Extract all lines in the data that contain the word "from".

**EXERCISE INPUTS**
--- --- ---
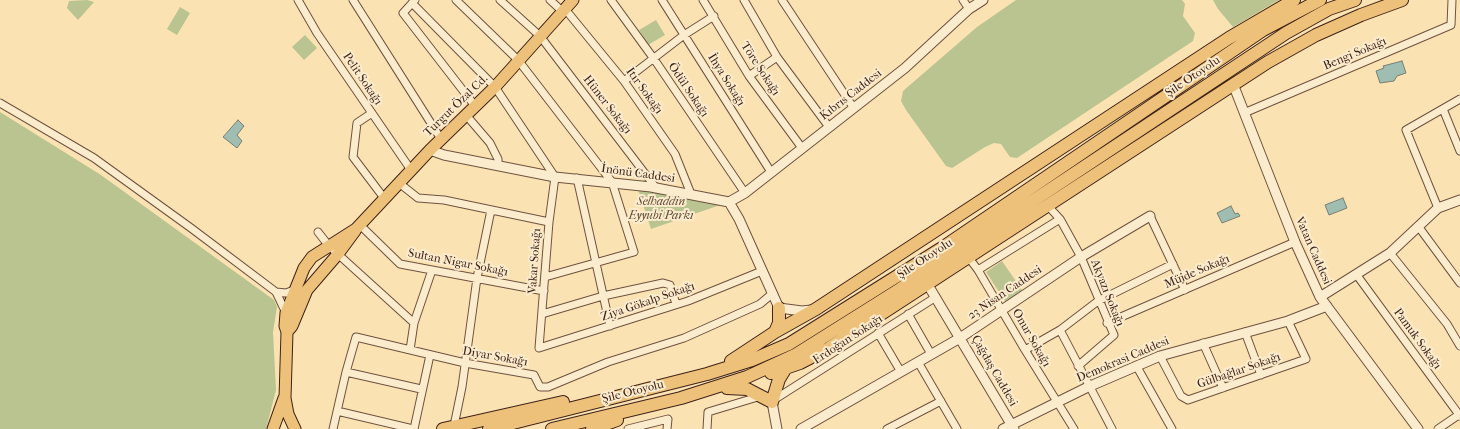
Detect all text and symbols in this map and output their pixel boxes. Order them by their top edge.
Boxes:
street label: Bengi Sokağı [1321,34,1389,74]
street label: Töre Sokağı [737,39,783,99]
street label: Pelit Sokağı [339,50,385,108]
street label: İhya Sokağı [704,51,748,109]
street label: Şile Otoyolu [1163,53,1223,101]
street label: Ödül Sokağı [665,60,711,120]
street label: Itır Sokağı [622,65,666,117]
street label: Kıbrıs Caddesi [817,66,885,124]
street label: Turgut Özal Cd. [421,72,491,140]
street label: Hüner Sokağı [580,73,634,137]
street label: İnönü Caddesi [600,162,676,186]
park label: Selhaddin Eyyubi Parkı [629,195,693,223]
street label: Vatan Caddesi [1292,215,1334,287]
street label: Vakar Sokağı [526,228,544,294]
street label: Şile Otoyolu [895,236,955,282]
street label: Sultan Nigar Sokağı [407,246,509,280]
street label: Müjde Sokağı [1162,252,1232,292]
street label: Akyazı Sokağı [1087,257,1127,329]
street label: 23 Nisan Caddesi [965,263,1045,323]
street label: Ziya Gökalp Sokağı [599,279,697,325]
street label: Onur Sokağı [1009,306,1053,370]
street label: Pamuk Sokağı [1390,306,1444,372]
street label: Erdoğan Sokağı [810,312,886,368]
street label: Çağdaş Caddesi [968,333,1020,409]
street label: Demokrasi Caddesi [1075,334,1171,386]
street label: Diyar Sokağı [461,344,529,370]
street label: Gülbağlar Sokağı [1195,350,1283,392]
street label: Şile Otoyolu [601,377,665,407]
--- --- ---
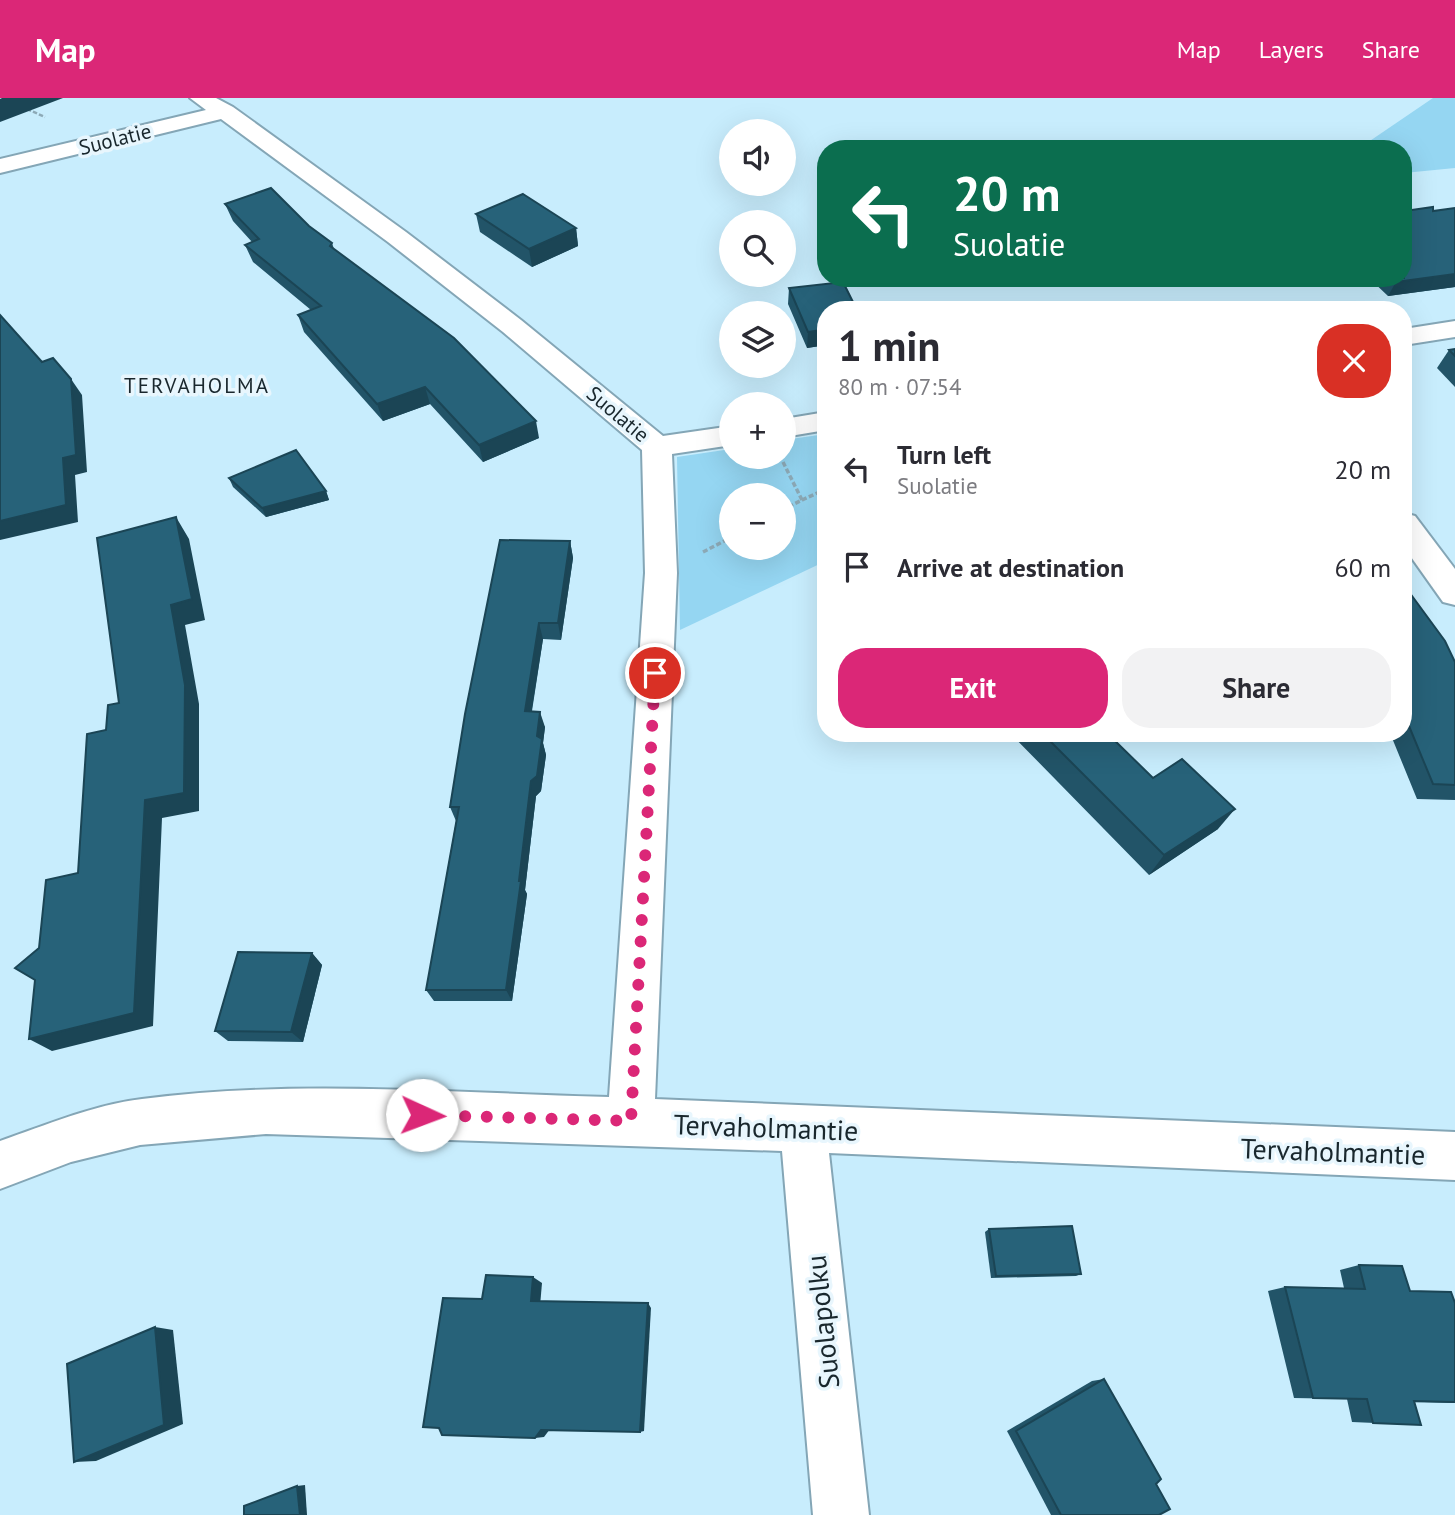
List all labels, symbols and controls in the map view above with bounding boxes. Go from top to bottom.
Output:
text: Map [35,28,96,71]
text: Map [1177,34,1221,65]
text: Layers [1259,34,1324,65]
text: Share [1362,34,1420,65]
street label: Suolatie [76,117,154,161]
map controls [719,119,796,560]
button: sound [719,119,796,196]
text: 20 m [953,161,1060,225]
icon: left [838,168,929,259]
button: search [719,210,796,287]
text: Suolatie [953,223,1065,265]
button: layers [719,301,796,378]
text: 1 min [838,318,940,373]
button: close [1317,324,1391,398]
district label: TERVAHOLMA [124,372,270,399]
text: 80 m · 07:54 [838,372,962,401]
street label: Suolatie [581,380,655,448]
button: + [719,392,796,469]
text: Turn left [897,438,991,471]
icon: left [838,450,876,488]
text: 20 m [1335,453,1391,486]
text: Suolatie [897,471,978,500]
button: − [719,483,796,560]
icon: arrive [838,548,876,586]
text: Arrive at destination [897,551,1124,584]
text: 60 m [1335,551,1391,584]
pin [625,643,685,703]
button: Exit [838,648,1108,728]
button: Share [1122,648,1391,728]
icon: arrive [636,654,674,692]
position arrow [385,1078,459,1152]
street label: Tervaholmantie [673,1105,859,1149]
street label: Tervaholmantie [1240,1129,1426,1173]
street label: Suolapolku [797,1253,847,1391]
--- --- ---
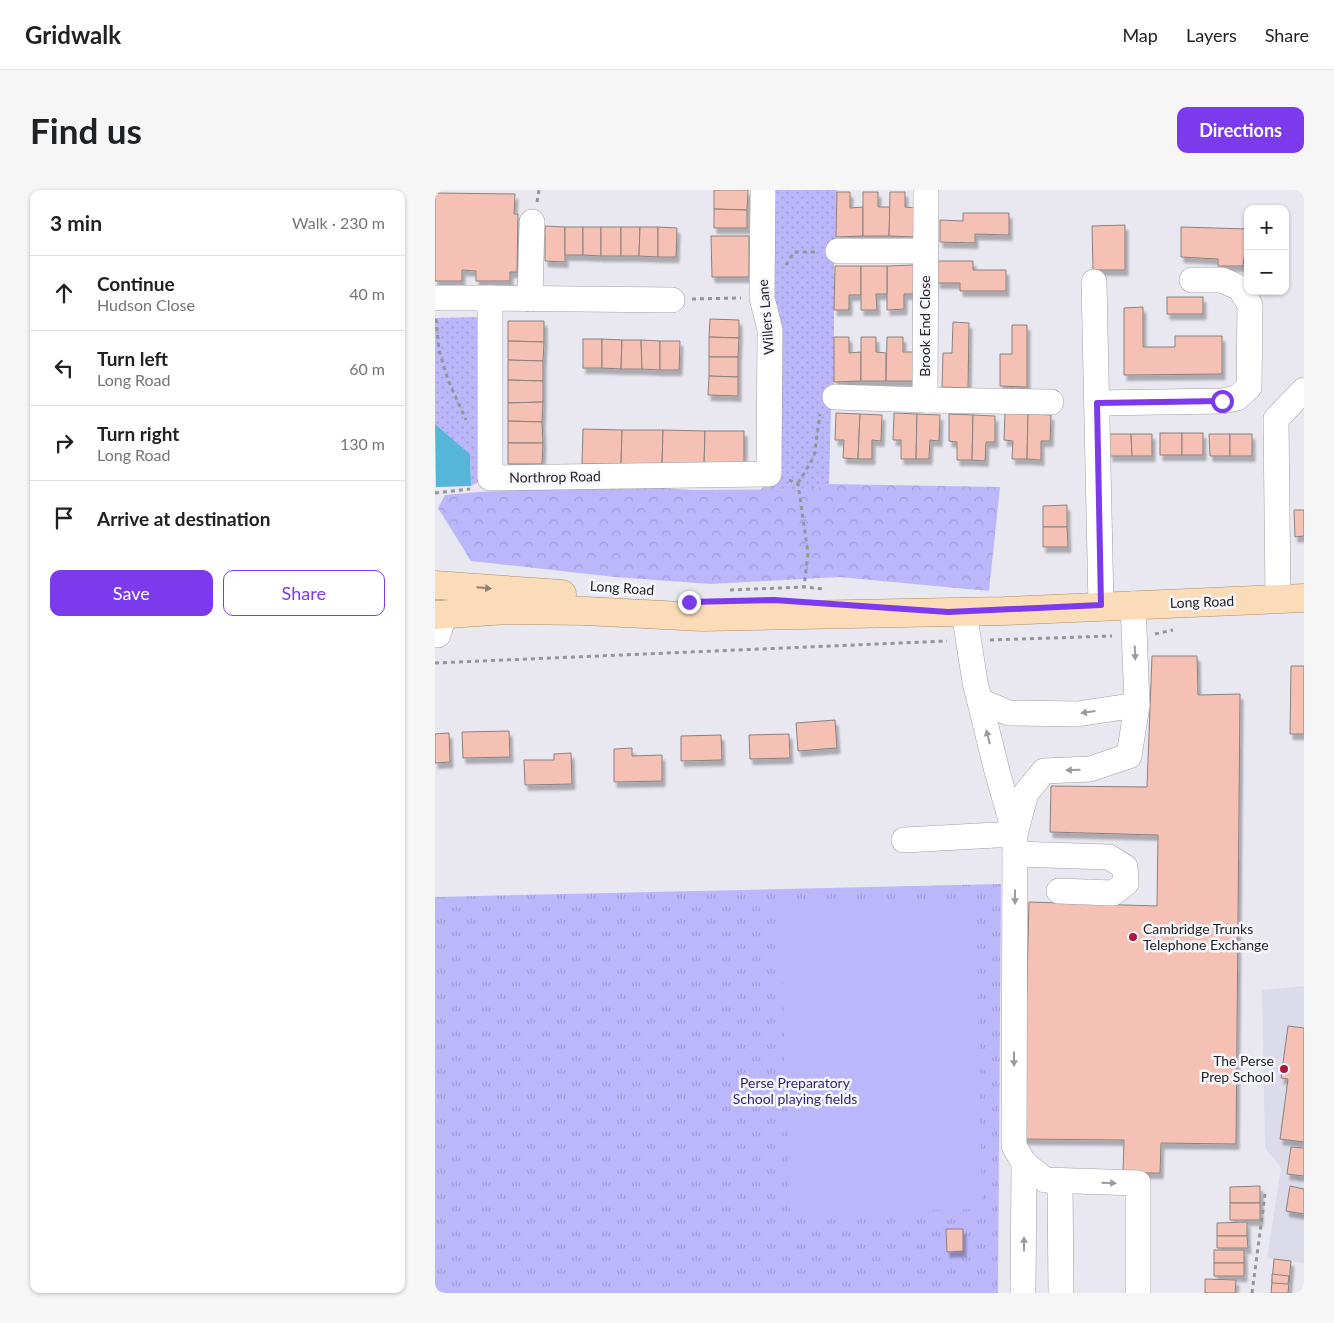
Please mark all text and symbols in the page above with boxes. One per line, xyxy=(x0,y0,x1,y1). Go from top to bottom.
--- --- ---
**REPLY**
List all labels, symbols and controls in the map view above with bounding boxes. Go from top to bottom.
Please mark all text and symbols in the page above with boxes. One per line, xyxy=(x0,y0,x1,y1). Go from top to bottom.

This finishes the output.